The Henson Journals

Sun 11 September 1921

Volume 30, Pages 155 to 156

[155]

16th Sunday after Trinity, September 11th, 1921.

This is the Birthday of two good women who were very kind to me many years ago, and have now been dead a long time – my aunt and my sister. Heaven rest their souls! I never grieved more over anyone's death than I did over my sister's in the spring of 1896.

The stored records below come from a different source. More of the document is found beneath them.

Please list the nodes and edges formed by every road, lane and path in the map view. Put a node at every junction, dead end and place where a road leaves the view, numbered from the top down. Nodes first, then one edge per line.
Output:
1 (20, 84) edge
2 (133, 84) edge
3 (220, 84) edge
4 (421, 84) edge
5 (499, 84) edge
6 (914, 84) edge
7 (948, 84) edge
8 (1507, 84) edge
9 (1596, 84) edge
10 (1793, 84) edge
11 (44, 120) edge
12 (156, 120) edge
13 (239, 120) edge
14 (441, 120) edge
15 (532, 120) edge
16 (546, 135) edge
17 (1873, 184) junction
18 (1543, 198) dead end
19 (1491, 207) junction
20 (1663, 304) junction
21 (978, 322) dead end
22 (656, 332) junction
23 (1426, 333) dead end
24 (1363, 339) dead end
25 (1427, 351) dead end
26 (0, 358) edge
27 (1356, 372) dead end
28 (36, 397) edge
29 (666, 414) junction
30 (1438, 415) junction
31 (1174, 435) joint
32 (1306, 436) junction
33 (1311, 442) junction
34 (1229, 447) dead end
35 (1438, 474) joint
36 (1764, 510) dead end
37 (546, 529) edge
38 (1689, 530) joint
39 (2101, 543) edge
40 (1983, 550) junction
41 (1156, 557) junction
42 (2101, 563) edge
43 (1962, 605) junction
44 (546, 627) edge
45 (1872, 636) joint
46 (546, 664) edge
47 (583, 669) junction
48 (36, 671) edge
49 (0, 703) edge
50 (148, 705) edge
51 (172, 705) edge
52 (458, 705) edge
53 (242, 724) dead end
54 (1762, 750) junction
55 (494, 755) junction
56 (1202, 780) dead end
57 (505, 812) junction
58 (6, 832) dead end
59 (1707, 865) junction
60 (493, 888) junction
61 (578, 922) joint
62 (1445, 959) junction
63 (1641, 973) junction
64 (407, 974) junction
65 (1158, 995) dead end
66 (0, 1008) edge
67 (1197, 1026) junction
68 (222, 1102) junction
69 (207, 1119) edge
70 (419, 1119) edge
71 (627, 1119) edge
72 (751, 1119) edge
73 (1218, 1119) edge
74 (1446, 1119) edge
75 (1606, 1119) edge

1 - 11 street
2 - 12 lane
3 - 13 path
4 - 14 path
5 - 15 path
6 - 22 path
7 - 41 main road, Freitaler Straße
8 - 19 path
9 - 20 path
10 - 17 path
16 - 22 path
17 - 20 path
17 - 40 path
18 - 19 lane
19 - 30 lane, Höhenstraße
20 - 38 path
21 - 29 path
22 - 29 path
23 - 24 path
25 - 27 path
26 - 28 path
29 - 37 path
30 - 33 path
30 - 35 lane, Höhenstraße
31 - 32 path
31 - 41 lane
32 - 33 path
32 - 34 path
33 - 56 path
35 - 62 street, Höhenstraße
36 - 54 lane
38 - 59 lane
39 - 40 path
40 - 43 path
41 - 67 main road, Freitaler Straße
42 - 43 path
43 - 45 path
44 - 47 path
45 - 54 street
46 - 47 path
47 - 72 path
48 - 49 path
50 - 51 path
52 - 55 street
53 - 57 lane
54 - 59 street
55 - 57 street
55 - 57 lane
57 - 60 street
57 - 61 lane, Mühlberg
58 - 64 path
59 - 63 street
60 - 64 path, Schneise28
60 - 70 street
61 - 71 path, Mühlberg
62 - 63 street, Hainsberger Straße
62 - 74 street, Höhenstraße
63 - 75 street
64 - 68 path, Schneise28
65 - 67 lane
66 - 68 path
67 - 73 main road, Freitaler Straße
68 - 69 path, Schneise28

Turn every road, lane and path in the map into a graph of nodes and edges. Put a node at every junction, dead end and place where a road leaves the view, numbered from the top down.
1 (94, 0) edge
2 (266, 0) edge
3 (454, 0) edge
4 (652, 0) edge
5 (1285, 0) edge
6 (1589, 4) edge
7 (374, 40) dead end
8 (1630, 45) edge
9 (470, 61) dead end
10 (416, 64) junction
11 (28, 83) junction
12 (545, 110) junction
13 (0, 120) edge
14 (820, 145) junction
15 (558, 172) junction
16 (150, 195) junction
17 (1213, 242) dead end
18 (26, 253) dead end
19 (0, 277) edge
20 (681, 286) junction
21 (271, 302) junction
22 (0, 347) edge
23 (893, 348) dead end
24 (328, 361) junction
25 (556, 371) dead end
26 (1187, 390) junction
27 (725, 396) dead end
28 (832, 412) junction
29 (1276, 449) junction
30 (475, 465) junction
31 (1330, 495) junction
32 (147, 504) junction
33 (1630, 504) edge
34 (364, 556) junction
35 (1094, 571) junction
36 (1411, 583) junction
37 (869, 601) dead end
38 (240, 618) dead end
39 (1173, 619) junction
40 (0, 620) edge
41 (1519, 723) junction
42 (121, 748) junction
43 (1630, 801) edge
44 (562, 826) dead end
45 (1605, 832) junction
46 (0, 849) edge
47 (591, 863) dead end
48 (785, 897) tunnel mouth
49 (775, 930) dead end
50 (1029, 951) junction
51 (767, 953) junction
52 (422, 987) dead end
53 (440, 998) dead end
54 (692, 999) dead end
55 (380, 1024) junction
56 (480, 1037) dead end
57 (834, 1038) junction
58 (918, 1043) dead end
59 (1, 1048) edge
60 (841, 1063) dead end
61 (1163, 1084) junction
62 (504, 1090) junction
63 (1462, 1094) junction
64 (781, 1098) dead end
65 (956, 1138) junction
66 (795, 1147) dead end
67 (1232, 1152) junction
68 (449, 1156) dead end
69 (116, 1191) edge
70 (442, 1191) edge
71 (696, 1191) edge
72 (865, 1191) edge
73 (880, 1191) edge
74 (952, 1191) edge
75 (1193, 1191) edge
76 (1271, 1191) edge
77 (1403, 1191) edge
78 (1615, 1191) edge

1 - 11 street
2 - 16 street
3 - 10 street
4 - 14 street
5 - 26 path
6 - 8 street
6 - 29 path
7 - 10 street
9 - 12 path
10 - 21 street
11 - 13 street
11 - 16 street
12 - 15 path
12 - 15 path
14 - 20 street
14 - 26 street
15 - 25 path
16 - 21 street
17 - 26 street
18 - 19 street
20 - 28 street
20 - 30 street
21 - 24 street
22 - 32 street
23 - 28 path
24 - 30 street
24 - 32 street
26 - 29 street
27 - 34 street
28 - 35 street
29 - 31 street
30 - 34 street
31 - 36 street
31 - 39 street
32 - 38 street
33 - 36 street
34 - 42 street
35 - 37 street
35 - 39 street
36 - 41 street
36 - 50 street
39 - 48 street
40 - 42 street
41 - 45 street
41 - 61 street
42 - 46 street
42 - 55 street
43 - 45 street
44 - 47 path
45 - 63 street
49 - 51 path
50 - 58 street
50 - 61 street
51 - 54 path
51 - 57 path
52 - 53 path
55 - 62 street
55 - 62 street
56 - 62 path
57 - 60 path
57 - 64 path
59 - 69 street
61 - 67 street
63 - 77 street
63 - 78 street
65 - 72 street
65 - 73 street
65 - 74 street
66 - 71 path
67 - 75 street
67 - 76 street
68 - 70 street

I celebrated the Holy Communion in the chapel at 8 a.m. Ella, Miss Mundella, Ernest, Alexander, James & Mrs Berry communicated with me. The thought came powerfully upon me that Rashdall's theory about Christ could not possibly go along with the Holy Communion. Unless in one's own intimate experience Jesus Christ be verily Divine, so Divine that no other attitude towards Him than that of worship is possible, how could any man celebrate the Holy Communion? S. Paul's prayer in this day's Epistle could not have come from any one but a Christ–worshipper in the fullest sense of the word – "that Christ may dwell in your hearts by faith: that ye, being rooted and grounded in love, may be able to comprehend with all saints what is the breadth, & length, & depth, & height: & to know the love of Christ which passeth knowledge, that ye might be filled with all the fullness of God". The problem is how to state this conviction of Christ's plenary Divineness in terms which are intelligible to the modern mind, and consistent with modern knowledge. For it is not possible to simply repeat S. Paul's language without translating it into modern speech. Is it enough to say that S. Paul was a "mystic", and that au fond all mystics believe the same, that is, no "mystics" really believe anything?

[156]

I stayed in my study all day, save for a walk in the Park with Ernest in the afternoon, and occupied myself with the tiresome but important matter of correcting the proofs of the Swedish Lectures. The doubt grows in my mind. (1) whether they will have any circulation at all, (2) if they do, whether the effect will be good or not. It will be said by some, & thought by more that, now the 'National Assembly' is actually in being, there can be no advantage in criticising the policy of its creation: that, as I was myself a member of the Lambeth Conference, there is a certain indecency in my viewing its work from so detached & unsympathetic a stand point: that, however just my reading of anglican history may be, there is not the smallest probability that the governing tendencies of the present will be arrested, or moderated by it: that the only possible consequences of reminding the public of these facts will be to stimulate discord, & evoke resentment. There is much truth in all this. On the other hand, as the Lectures were delivered, I might seem required in honour to make them public in England, & to defend them there: the functions of the "National Assembly" are yet in the process of being shaped, & a serious review of the whole situation might have some influence thereon: the "anglo–catholic" movement is yet in its first enthusiasm, & some honest criticism might assist many churchmen to understand its character: finally, the "Lambeth Conference" has reached a point in its development, at which a clearer perception of its assumptions & tendencies is greatly to be desired. Therefore, on the whole, balancing one set of considerations against the other, I reach the conclusion that it is right to publish these Lectures.